Task directions ▸
Among the lines of the records below, copy those that hold the word "Adrian".

Collected data entries:

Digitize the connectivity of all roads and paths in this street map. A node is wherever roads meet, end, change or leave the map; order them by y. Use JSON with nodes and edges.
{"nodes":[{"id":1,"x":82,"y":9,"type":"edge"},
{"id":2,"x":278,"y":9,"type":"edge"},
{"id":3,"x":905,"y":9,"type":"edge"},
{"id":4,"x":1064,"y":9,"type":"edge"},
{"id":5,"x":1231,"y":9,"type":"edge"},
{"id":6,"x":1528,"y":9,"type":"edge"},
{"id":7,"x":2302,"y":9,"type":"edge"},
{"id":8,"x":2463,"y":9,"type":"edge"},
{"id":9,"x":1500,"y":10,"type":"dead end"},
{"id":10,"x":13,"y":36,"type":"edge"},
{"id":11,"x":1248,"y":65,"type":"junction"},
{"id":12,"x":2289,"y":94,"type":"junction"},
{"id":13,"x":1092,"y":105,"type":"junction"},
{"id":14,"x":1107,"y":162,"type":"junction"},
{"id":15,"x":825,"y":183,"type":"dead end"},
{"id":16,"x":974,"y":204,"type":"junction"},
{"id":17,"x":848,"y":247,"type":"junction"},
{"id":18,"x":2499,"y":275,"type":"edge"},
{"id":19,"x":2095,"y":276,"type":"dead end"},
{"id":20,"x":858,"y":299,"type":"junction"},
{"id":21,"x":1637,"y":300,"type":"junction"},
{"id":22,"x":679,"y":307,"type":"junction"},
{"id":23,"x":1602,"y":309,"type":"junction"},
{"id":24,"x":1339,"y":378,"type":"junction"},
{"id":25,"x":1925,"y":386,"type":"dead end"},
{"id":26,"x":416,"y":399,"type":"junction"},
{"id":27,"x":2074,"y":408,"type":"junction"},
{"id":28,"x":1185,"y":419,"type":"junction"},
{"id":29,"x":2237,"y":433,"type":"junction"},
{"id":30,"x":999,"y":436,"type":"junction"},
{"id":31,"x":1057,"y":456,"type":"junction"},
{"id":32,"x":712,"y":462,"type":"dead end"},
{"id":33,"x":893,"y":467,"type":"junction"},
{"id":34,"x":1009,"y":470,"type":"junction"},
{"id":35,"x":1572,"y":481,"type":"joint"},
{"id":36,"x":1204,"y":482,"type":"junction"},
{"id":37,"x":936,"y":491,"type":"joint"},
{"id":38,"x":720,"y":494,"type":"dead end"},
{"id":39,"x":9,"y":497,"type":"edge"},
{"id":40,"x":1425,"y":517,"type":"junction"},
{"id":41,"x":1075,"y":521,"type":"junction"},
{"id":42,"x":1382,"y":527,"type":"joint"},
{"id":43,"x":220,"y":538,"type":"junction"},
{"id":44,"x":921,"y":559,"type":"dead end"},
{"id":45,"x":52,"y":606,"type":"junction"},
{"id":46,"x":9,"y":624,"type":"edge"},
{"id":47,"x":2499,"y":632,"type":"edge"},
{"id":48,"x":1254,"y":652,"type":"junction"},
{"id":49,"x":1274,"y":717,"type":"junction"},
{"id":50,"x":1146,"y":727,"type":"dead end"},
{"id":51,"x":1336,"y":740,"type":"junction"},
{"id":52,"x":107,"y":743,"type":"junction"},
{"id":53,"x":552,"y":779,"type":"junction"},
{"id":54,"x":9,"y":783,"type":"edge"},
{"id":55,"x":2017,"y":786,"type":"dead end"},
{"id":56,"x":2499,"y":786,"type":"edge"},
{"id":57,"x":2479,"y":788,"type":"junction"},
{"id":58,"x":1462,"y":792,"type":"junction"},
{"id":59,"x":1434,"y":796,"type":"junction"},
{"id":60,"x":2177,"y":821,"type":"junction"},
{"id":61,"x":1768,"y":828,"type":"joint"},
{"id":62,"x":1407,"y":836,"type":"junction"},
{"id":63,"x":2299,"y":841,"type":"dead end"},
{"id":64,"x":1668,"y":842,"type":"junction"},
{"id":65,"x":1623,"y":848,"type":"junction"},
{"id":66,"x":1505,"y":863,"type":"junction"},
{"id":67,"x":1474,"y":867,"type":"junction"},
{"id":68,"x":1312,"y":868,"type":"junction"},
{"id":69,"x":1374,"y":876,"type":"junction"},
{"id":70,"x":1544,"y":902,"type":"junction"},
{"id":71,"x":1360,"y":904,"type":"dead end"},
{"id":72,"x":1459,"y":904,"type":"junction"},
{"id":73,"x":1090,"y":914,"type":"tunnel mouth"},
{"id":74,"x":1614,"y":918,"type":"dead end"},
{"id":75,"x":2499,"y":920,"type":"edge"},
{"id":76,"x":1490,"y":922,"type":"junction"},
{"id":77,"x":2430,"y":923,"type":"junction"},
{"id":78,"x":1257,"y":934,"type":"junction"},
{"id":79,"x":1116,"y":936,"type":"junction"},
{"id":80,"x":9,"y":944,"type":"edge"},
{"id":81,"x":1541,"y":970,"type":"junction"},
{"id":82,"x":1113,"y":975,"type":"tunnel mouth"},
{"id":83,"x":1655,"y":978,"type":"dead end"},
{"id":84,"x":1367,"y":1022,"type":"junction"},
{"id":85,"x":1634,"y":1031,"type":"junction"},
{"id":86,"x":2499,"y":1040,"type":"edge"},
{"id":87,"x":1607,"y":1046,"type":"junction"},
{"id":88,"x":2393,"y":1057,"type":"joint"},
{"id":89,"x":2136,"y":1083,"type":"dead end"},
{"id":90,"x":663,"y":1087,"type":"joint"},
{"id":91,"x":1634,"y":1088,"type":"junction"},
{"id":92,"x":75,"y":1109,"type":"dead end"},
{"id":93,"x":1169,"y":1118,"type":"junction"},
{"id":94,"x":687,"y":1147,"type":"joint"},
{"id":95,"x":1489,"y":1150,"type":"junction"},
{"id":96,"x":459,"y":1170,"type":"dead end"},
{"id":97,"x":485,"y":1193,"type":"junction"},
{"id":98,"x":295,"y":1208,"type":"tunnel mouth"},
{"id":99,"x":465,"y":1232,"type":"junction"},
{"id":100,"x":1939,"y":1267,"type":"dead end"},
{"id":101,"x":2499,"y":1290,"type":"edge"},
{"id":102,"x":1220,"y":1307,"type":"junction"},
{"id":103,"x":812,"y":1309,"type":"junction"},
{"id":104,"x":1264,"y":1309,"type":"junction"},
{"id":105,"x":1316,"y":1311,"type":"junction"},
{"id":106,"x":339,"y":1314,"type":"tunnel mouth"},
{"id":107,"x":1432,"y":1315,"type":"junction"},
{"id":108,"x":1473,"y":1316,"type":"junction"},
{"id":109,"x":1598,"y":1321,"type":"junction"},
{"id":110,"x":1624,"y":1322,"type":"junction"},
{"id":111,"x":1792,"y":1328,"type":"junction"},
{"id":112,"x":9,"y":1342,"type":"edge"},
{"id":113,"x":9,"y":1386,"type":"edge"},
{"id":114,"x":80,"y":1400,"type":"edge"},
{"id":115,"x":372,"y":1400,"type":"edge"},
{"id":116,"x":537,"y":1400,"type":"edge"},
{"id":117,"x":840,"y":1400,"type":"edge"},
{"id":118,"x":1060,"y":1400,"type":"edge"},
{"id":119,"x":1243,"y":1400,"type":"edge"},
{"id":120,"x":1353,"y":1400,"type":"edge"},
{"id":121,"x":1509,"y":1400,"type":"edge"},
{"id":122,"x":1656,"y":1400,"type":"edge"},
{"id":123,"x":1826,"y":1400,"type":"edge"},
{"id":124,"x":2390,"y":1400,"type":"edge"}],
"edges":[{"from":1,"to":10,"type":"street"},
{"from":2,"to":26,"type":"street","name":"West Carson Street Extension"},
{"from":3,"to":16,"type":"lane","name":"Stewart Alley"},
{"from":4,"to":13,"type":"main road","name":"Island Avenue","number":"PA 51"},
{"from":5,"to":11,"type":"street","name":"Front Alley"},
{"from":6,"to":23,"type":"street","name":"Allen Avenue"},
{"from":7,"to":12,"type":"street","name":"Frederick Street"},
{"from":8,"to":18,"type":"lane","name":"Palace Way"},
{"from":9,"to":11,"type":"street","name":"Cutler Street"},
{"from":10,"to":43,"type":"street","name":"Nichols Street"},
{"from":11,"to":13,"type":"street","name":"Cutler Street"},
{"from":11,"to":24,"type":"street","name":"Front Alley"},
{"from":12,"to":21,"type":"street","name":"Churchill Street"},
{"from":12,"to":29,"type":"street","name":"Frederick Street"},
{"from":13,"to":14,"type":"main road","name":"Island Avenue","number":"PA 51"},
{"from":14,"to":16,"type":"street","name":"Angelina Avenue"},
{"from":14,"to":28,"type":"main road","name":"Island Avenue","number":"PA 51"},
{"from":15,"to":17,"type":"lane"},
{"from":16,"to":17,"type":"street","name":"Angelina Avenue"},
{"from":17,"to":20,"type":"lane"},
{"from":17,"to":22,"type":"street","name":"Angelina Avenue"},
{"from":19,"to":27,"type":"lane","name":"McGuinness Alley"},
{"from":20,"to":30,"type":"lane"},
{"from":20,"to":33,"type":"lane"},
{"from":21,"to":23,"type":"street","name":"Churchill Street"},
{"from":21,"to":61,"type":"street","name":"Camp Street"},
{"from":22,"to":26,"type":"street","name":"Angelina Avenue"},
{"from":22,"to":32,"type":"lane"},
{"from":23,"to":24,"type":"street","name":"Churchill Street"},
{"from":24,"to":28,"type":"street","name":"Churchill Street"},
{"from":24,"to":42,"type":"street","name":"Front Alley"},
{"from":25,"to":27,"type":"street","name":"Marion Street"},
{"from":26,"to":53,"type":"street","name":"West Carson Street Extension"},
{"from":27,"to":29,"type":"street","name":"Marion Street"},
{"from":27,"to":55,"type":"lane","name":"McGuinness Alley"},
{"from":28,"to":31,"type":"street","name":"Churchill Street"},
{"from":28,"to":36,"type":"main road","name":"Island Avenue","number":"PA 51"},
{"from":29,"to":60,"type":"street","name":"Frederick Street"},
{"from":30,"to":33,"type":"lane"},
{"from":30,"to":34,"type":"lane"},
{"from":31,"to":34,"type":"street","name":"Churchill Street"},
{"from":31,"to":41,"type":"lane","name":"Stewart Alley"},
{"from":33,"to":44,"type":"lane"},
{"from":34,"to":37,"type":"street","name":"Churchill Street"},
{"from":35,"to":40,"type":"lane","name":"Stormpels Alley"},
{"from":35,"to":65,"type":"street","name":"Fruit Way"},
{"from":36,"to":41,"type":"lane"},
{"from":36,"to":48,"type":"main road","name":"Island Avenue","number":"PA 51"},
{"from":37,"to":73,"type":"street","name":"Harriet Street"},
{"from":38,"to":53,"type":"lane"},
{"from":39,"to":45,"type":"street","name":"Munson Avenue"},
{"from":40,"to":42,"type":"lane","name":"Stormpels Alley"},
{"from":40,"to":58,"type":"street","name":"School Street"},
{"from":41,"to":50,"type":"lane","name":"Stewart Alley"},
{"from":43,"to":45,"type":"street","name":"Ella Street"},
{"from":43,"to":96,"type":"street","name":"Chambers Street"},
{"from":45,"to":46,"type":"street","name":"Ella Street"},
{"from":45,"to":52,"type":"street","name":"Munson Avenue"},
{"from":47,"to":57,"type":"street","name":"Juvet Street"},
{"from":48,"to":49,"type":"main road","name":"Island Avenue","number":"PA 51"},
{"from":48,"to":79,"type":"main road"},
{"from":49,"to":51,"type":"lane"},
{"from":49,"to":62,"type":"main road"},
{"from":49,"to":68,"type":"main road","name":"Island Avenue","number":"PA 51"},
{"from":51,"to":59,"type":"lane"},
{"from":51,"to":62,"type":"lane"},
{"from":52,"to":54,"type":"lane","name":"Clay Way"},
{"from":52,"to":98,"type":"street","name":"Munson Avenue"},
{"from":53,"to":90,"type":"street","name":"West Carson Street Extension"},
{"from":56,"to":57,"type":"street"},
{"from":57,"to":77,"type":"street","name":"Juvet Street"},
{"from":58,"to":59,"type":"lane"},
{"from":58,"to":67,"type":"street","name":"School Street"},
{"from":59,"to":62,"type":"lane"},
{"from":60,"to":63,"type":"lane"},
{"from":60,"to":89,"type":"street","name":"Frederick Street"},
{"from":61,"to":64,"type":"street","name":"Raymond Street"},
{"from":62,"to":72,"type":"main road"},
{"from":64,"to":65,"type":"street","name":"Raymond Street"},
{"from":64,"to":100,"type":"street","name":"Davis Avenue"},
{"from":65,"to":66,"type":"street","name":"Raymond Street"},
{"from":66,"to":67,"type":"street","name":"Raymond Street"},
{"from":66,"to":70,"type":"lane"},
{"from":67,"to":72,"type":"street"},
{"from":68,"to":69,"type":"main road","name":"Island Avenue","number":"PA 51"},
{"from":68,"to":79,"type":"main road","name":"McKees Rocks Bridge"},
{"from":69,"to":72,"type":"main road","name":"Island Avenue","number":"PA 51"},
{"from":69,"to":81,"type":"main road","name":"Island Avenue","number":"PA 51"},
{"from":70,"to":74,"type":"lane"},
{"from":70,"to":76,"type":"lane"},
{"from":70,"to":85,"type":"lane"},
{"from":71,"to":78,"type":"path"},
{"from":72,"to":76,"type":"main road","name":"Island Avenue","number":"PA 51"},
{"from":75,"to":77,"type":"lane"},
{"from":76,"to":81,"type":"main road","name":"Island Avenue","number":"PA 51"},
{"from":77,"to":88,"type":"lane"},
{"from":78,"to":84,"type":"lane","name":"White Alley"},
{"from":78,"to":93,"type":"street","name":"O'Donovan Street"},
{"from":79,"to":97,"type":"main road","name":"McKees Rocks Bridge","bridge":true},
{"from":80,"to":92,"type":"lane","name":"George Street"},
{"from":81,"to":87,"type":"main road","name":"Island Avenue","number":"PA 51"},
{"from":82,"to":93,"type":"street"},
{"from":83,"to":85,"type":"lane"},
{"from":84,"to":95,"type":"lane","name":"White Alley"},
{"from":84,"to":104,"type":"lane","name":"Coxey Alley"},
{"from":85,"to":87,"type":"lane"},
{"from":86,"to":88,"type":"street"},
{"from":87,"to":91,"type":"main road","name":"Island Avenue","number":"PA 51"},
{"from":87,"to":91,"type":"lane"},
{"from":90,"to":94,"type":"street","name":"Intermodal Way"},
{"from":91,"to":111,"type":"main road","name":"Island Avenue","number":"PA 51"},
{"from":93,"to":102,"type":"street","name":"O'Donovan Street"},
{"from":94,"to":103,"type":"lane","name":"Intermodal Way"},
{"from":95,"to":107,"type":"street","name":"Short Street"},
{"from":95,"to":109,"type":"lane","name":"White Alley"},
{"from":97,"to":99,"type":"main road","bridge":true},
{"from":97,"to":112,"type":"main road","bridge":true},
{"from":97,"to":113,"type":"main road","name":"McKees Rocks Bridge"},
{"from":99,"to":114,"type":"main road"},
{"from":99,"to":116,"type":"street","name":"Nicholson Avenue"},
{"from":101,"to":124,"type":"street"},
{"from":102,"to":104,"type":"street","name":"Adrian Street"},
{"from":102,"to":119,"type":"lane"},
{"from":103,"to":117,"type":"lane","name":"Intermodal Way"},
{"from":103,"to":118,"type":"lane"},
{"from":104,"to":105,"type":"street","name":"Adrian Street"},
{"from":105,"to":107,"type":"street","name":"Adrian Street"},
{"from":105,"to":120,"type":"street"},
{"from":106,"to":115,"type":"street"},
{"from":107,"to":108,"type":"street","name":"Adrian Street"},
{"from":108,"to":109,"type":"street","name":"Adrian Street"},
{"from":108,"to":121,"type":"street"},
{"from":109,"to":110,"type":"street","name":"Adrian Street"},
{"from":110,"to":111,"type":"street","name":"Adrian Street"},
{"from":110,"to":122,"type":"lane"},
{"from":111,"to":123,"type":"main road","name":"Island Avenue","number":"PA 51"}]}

Answer for the task ▸
{"from":102,"to":104,"type":"street","name":"Adrian Street"},
{"from":104,"to":105,"type":"street","name":"Adrian Street"},
{"from":105,"to":107,"type":"street","name":"Adrian Street"},
{"from":107,"to":108,"type":"street","name":"Adrian Street"},
{"from":108,"to":109,"type":"street","name":"Adrian Street"},
{"from":109,"to":110,"type":"street","name":"Adrian Street"},
{"from":110,"to":111,"type":"street","name":"Adrian Street"},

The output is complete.